Look at the position of "Write with Agent" here: top-right of the header bar, opposite the title "Create release notes for Driver Android 2.3.0." In the project update composer, the agent button was bottom-left — a secondary affordance in the action bar. Here it's top-right and the only control visible besides the title. The visual weight shift is significant. For release notes, the agent path is the expected path: the issues are already tracked in Linear, the audience is external (developers, testers, stakeholders reading the changelog), and the format is standard. There's less subjective judgment to extract.
This context shift is exactly where the Elicitation Loop conditions matter. Release notes don't require the same judgment-extraction as project updates — the data maps more directly to output, and the format is less socially exposed. So the "Write with Agent" placement shifts from secondary helper to primary affordance, and the interaction pattern can be lighter: generate from issues, toggle on auto-generation in pipeline settings, done. 3
Same button text, different position, different implied interaction weight. That's product design doing exactly what it should: using placement and visual hierarchy to communicate expectations before the user clicks anything.
PM takeaways
Audit where your AI feature's failure mode is cognitive disengagement, not output quality. If users of your AI writing or summarization feature are hitting "accept" or "post" without meaningfully editing, they've switched from authors to approvers. The output will reflect that. Before you invest in improving the model or adding more context, ask whether the design lets users stay passive. Nan Yu's insight applies broadly: the problem isn't the AI's output, it's the human's input.
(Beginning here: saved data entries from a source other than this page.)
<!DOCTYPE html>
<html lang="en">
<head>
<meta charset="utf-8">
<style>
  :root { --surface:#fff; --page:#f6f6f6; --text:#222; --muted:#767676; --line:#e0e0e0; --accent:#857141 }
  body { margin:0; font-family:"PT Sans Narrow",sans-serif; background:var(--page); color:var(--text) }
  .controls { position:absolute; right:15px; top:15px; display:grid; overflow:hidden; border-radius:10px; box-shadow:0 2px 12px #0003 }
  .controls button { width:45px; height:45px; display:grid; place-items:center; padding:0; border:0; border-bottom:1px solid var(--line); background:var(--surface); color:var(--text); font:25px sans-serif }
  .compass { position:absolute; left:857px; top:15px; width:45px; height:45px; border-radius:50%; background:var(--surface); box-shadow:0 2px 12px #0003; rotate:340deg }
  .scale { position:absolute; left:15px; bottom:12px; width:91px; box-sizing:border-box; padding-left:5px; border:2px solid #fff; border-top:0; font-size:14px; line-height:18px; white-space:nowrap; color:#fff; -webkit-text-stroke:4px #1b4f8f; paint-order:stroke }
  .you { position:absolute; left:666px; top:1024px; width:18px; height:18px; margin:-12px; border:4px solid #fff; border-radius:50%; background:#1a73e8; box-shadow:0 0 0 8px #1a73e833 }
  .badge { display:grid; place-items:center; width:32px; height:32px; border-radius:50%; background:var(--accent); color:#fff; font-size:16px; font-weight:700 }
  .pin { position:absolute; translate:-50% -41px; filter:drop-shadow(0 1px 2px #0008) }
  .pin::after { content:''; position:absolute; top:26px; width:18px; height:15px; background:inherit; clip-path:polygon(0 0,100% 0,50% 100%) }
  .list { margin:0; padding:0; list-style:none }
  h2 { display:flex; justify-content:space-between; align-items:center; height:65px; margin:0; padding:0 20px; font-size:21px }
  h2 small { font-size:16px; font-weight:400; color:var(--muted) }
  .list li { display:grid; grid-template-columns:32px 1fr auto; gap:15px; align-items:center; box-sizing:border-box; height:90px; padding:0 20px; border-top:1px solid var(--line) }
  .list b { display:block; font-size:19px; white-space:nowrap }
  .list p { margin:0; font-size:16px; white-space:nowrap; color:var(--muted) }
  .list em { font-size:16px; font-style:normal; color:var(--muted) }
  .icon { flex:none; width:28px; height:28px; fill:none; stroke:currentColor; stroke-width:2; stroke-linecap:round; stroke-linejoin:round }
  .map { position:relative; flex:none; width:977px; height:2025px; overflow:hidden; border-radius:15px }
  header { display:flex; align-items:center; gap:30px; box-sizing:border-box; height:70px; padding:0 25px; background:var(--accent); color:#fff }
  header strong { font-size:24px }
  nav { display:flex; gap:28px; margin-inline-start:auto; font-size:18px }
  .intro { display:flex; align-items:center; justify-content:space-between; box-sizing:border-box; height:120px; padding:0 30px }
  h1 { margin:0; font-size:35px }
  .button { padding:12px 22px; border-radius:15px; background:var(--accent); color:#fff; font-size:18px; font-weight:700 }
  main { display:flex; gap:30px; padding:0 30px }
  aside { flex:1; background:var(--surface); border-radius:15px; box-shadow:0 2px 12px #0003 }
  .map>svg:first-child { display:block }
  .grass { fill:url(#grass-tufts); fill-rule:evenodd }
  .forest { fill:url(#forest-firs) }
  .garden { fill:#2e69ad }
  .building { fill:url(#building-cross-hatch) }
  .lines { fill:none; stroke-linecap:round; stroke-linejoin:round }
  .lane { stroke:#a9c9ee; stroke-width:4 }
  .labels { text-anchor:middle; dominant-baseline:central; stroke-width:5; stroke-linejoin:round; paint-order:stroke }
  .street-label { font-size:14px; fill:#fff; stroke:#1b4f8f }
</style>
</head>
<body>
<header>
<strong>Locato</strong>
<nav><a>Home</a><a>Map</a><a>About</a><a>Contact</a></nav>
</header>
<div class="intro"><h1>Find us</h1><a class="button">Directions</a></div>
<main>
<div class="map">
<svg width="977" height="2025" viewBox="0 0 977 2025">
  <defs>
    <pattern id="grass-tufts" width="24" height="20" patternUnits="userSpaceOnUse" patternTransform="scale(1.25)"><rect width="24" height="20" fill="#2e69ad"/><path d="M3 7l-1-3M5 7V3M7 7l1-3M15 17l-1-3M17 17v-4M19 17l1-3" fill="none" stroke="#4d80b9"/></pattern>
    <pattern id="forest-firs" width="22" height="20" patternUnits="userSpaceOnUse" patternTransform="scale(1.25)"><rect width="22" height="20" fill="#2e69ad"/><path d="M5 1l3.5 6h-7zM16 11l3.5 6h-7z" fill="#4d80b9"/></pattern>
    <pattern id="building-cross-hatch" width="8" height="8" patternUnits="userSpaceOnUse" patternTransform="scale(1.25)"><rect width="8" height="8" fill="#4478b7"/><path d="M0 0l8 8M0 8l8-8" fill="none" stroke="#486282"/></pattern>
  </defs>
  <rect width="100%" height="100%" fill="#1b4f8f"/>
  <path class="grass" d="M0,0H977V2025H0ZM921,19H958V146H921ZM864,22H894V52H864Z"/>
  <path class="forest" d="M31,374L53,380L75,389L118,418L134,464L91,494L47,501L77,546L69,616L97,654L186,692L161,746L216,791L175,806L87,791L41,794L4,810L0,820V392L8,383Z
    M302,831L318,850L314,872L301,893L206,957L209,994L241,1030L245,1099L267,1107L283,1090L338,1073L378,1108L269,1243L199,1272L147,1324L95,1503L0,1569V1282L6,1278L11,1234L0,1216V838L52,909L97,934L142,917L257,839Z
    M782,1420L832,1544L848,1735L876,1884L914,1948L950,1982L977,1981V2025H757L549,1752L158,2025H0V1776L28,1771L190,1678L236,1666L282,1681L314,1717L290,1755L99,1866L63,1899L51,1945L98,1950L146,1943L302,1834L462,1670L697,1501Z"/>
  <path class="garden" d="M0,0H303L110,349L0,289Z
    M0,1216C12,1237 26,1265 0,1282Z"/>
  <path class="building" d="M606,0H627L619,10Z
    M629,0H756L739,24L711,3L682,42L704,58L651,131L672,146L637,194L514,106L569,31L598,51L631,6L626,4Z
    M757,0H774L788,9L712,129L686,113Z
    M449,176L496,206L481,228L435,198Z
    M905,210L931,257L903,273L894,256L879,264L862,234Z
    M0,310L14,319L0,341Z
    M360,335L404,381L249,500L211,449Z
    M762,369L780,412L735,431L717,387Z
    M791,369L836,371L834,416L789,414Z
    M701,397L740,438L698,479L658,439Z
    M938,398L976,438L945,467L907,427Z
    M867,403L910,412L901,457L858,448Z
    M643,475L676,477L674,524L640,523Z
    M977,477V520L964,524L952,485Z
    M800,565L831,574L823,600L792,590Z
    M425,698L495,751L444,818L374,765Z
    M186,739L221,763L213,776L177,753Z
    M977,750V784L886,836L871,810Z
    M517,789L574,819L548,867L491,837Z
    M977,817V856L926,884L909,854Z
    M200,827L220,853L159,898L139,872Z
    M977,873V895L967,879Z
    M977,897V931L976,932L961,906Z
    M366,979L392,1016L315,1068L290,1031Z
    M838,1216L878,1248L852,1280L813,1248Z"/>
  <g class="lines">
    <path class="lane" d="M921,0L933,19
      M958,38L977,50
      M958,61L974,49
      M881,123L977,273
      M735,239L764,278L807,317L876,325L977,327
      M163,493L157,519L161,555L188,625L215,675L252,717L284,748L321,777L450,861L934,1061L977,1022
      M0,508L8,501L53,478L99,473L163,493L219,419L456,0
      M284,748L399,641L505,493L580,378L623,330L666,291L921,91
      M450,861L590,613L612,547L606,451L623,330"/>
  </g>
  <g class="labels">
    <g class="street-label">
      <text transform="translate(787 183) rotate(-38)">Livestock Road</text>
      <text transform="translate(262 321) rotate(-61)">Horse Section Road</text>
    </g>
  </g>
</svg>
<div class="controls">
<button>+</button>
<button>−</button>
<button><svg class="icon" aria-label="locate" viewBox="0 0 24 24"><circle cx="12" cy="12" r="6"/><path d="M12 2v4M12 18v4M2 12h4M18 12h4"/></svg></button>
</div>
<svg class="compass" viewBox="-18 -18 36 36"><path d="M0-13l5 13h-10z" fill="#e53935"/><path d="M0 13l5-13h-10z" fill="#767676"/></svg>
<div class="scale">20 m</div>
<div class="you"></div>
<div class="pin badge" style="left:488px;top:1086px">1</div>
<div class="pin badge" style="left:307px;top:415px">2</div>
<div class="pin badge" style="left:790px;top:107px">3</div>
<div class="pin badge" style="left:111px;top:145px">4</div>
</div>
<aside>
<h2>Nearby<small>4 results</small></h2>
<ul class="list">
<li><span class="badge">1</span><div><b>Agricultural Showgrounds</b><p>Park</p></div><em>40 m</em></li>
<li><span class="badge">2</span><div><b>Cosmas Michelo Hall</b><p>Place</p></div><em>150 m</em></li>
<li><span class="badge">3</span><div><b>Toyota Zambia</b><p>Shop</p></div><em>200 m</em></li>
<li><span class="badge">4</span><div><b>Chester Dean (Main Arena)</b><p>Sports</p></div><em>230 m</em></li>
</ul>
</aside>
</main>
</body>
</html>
Design the elicitation, not just the invocation. Most AI feature design stops at Delegation Threshold: make the user explicitly invoke the agent. That's necessary but not sufficient when the output requires subjective judgment. If your agent can ask "what do you want to emphasize?" and that question would produce a meaningfully different output, the question should be in the interaction. The friction is the feature.
Use placement to calibrate expected engagement level. Linear puts "Write with Agent" in different positions on two surfaces with different judgment demands. That's a reusable principle: when the agent's output requires user judgment, push the button to a secondary position and let the blank space communicate responsibility. When the output is more directly generated from structured data, move the button to primary position. Position is implicit copy — it shapes the user's mental model before they read a word.
The Elicitation Loop won't apply everywhere. For tasks where the agent has all the necessary judgment and the user's job is verification, a cleaner one-shot or Falsifiable Suggestion pattern is right. But for any output that is socially attributable, requires subjective weighting, and lives at the intersection of data and judgment, the design that produces quality isn't smarter AI. It's a UI that keeps the human thinking.